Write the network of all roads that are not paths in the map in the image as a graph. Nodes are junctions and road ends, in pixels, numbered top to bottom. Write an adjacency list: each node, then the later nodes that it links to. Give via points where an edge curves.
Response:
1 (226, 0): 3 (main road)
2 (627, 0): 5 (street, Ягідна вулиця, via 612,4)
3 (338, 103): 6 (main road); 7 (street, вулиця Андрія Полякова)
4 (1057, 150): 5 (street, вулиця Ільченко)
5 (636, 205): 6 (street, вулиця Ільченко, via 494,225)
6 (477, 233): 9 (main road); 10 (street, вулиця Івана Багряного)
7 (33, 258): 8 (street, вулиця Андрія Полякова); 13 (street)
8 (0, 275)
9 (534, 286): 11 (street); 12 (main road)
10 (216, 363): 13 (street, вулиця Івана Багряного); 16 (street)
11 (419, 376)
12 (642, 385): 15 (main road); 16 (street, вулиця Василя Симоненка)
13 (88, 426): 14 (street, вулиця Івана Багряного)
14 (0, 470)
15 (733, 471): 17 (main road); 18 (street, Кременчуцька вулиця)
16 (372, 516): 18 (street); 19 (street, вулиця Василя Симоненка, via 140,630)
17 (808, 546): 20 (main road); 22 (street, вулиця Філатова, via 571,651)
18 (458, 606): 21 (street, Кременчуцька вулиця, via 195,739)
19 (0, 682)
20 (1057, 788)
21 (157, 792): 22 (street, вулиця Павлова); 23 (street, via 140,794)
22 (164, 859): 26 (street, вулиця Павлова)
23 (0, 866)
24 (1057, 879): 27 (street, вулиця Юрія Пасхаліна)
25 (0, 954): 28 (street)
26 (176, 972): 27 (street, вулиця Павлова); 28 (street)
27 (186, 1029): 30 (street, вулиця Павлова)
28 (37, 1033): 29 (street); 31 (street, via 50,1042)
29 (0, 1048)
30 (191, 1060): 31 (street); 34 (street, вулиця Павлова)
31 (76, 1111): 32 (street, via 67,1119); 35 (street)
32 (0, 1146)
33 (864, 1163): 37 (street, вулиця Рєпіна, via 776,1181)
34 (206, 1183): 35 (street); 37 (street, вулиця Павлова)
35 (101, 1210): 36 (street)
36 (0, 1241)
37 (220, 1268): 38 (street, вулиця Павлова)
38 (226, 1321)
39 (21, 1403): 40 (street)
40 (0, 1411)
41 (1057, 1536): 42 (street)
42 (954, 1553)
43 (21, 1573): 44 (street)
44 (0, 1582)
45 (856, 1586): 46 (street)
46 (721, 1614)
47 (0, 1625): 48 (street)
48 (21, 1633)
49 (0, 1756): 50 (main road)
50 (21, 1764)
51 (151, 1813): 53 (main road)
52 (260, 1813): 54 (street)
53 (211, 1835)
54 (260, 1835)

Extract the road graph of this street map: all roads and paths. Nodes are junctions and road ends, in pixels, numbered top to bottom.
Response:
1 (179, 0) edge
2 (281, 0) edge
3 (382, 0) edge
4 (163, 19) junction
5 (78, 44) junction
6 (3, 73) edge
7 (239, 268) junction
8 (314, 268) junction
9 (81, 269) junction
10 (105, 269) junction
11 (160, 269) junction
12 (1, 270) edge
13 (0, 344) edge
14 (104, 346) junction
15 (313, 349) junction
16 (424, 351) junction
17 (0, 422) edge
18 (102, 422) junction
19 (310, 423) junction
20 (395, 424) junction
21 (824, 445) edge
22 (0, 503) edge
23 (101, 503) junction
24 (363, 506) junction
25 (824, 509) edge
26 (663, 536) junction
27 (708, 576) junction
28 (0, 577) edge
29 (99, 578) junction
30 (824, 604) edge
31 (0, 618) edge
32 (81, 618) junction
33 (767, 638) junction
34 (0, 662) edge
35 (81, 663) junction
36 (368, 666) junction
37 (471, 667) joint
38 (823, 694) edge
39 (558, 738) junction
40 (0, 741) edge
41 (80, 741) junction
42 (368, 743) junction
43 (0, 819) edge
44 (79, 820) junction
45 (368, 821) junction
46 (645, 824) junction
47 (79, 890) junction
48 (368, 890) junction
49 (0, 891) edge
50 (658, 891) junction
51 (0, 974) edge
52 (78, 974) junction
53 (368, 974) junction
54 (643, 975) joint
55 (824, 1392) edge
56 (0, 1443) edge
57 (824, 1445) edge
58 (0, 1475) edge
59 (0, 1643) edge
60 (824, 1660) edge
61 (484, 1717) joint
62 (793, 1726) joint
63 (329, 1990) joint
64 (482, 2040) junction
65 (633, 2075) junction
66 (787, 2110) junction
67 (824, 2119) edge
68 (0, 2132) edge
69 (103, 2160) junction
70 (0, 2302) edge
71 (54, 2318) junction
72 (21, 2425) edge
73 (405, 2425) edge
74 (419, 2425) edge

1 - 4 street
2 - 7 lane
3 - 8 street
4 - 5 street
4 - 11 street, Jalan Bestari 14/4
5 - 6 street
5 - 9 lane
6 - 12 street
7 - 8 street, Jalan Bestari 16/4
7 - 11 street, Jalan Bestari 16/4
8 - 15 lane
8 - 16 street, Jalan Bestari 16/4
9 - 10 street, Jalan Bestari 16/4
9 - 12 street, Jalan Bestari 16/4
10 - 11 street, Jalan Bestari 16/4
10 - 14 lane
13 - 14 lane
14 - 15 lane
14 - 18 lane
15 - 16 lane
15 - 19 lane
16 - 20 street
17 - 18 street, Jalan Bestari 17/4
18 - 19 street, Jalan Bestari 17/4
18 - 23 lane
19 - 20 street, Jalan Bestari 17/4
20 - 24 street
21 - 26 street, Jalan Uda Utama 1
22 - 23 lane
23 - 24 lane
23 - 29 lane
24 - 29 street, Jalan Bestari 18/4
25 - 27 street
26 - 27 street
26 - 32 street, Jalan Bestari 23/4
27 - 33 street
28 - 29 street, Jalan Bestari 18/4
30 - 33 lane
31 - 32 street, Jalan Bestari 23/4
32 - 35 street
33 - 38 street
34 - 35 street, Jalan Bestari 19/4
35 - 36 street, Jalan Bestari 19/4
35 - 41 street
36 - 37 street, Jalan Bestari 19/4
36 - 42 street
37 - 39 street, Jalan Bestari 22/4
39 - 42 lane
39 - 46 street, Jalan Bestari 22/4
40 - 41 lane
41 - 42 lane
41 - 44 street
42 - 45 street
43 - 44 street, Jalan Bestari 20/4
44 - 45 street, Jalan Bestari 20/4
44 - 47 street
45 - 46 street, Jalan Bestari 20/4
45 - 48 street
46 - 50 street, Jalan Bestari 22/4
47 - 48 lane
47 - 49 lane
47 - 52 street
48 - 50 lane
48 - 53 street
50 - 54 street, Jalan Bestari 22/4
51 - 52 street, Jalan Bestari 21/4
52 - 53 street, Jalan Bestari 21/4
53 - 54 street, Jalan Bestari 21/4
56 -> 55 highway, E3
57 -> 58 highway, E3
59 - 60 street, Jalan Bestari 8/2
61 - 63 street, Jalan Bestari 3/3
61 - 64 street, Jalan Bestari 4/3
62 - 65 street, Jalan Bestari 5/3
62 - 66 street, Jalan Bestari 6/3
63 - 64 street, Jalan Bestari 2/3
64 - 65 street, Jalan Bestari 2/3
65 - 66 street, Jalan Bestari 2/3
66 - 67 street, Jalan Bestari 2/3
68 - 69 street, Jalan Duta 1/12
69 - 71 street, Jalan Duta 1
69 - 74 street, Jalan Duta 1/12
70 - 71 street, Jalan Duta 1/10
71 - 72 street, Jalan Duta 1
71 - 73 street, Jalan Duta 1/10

········

§ **PROMPT**
Return every entry exactly as given.

§ **TASK SOLUTION**
Write the network of all roads that are not paths in the map in the image as a graph. Nodes are junctions and road ends, in pixels, numbered top to bottom. Write an adjacency list: each node, then the later nodes that it links to. Give via points where an edge curves.
Response:
1 (226, 0): 3 (main road)
2 (627, 0): 5 (street, Ягідна вулиця, via 612,4)
3 (338, 103): 6 (main road); 7 (street, вулиця Андрія Полякова)
4 (1057, 150): 5 (street, вулиця Ільченко)
5 (636, 205): 6 (street, вулиця Ільченко, via 494,225)
6 (477, 233): 9 (main road); 10 (street, вулиця Івана Багряного)
7 (33, 258): 8 (street, вулиця Андрія Полякова); 13 (street)
8 (0, 275)
9 (534, 286): 11 (street); 12 (main road)
10 (216, 363): 13 (street, вулиця Івана Багряного); 16 (street)
11 (419, 376)
12 (642, 385): 15 (main road); 16 (street, вулиця Василя Симоненка)
13 (88, 426): 14 (street, вулиця Івана Багряного)
14 (0, 470)
15 (733, 471): 17 (main road); 18 (street, Кременчуцька вулиця)
16 (372, 516): 18 (street); 19 (street, вулиця Василя Симоненка, via 140,630)
17 (808, 546): 20 (main road); 22 (street, вулиця Філатова, via 571,651)
18 (458, 606): 21 (street, Кременчуцька вулиця, via 195,739)
19 (0, 682)
20 (1057, 788)
21 (157, 792): 22 (street, вулиця Павлова); 23 (street, via 140,794)
22 (164, 859): 26 (street, вулиця Павлова)
23 (0, 866)
24 (1057, 879): 27 (street, вулиця Юрія Пасхаліна)
25 (0, 954): 28 (street)
26 (176, 972): 27 (street, вулиця Павлова); 28 (street)
27 (186, 1029): 30 (street, вулиця Павлова)
28 (37, 1033): 29 (street); 31 (street, via 50,1042)
29 (0, 1048)
30 (191, 1060): 31 (street); 34 (street, вулиця Павлова)
31 (76, 1111): 32 (street, via 67,1119); 35 (street)
32 (0, 1146)
33 (864, 1163): 37 (street, вулиця Рєпіна, via 776,1181)
34 (206, 1183): 35 (street); 37 (street, вулиця Павлова)
35 (101, 1210): 36 (street)
36 (0, 1241)
37 (220, 1268): 38 (street, вулиця Павлова)
38 (226, 1321)
39 (21, 1403): 40 (street)
40 (0, 1411)
41 (1057, 1536): 42 (street)
42 (954, 1553)
43 (21, 1573): 44 (street)
44 (0, 1582)
45 (856, 1586): 46 (street)
46 (721, 1614)
47 (0, 1625): 48 (street)
48 (21, 1633)
49 (0, 1756): 50 (main road)
50 (21, 1764)
51 (151, 1813): 53 (main road)
52 (260, 1813): 54 (street)
53 (211, 1835)
54 (260, 1835)

Extract the road graph of this street map: all roads and paths. Nodes are junctions and road ends, in pixels, numbered top to bottom.
Response:
1 (179, 0) edge
2 (281, 0) edge
3 (382, 0) edge
4 (163, 19) junction
5 (78, 44) junction
6 (3, 73) edge
7 (239, 268) junction
8 (314, 268) junction
9 (81, 269) junction
10 (105, 269) junction
11 (160, 269) junction
12 (1, 270) edge
13 (0, 344) edge
14 (104, 346) junction
15 (313, 349) junction
16 (424, 351) junction
17 (0, 422) edge
18 (102, 422) junction
19 (310, 423) junction
20 (395, 424) junction
21 (824, 445) edge
22 (0, 503) edge
23 (101, 503) junction
24 (363, 506) junction
25 (824, 509) edge
26 (663, 536) junction
27 (708, 576) junction
28 (0, 577) edge
29 (99, 578) junction
30 (824, 604) edge
31 (0, 618) edge
32 (81, 618) junction
33 (767, 638) junction
34 (0, 662) edge
35 (81, 663) junction
36 (368, 666) junction
37 (471, 667) joint
38 (823, 694) edge
39 (558, 738) junction
40 (0, 741) edge
41 (80, 741) junction
42 (368, 743) junction
43 (0, 819) edge
44 (79, 820) junction
45 (368, 821) junction
46 (645, 824) junction
47 (79, 890) junction
48 (368, 890) junction
49 (0, 891) edge
50 (658, 891) junction
51 (0, 974) edge
52 (78, 974) junction
53 (368, 974) junction
54 (643, 975) joint
55 (824, 1392) edge
56 (0, 1443) edge
57 (824, 1445) edge
58 (0, 1475) edge
59 (0, 1643) edge
60 (824, 1660) edge
61 (484, 1717) joint
62 (793, 1726) joint
63 (329, 1990) joint
64 (482, 2040) junction
65 (633, 2075) junction
66 (787, 2110) junction
67 (824, 2119) edge
68 (0, 2132) edge
69 (103, 2160) junction
70 (0, 2302) edge
71 (54, 2318) junction
72 (21, 2425) edge
73 (405, 2425) edge
74 (419, 2425) edge

1 - 4 street
2 - 7 lane
3 - 8 street
4 - 5 street
4 - 11 street, Jalan Bestari 14/4
5 - 6 street
5 - 9 lane
6 - 12 street
7 - 8 street, Jalan Bestari 16/4
7 - 11 street, Jalan Bestari 16/4
8 - 15 lane
8 - 16 street, Jalan Bestari 16/4
9 - 10 street, Jalan Bestari 16/4
9 - 12 street, Jalan Bestari 16/4
10 - 11 street, Jalan Bestari 16/4
10 - 14 lane
13 - 14 lane
14 - 15 lane
14 - 18 lane
15 - 16 lane
15 - 19 lane
16 - 20 street
17 - 18 street, Jalan Bestari 17/4
18 - 19 street, Jalan Bestari 17/4
18 - 23 lane
19 - 20 street, Jalan Bestari 17/4
20 - 24 street
21 - 26 street, Jalan Uda Utama 1
22 - 23 lane
23 - 24 lane
23 - 29 lane
24 - 29 street, Jalan Bestari 18/4
25 - 27 street
26 - 27 street
26 - 32 street, Jalan Bestari 23/4
27 - 33 street
28 - 29 street, Jalan Bestari 18/4
30 - 33 lane
31 - 32 street, Jalan Bestari 23/4
32 - 35 street
33 - 38 street
34 - 35 street, Jalan Bestari 19/4
35 - 36 street, Jalan Bestari 19/4
35 - 41 street
36 - 37 street, Jalan Bestari 19/4
36 - 42 street
37 - 39 street, Jalan Bestari 22/4
39 - 42 lane
39 - 46 street, Jalan Bestari 22/4
40 - 41 lane
41 - 42 lane
41 - 44 street
42 - 45 street
43 - 44 street, Jalan Bestari 20/4
44 - 45 street, Jalan Bestari 20/4
44 - 47 street
45 - 46 street, Jalan Bestari 20/4
45 - 48 street
46 - 50 street, Jalan Bestari 22/4
47 - 48 lane
47 - 49 lane
47 - 52 street
48 - 50 lane
48 - 53 street
50 - 54 street, Jalan Bestari 22/4
51 - 52 street, Jalan Bestari 21/4
52 - 53 street, Jalan Bestari 21/4
53 - 54 street, Jalan Bestari 21/4
56 -> 55 highway, E3
57 -> 58 highway, E3
59 - 60 street, Jalan Bestari 8/2
61 - 63 street, Jalan Bestari 3/3
61 - 64 street, Jalan Bestari 4/3
62 - 65 street, Jalan Bestari 5/3
62 - 66 street, Jalan Bestari 6/3
63 - 64 street, Jalan Bestari 2/3
64 - 65 street, Jalan Bestari 2/3
65 - 66 street, Jalan Bestari 2/3
66 - 67 street, Jalan Bestari 2/3
68 - 69 street, Jalan Duta 1/12
69 - 71 street, Jalan Duta 1
69 - 74 street, Jalan Duta 1/12
70 - 71 street, Jalan Duta 1/10
71 - 72 street, Jalan Duta 1
71 - 73 street, Jalan Duta 1/10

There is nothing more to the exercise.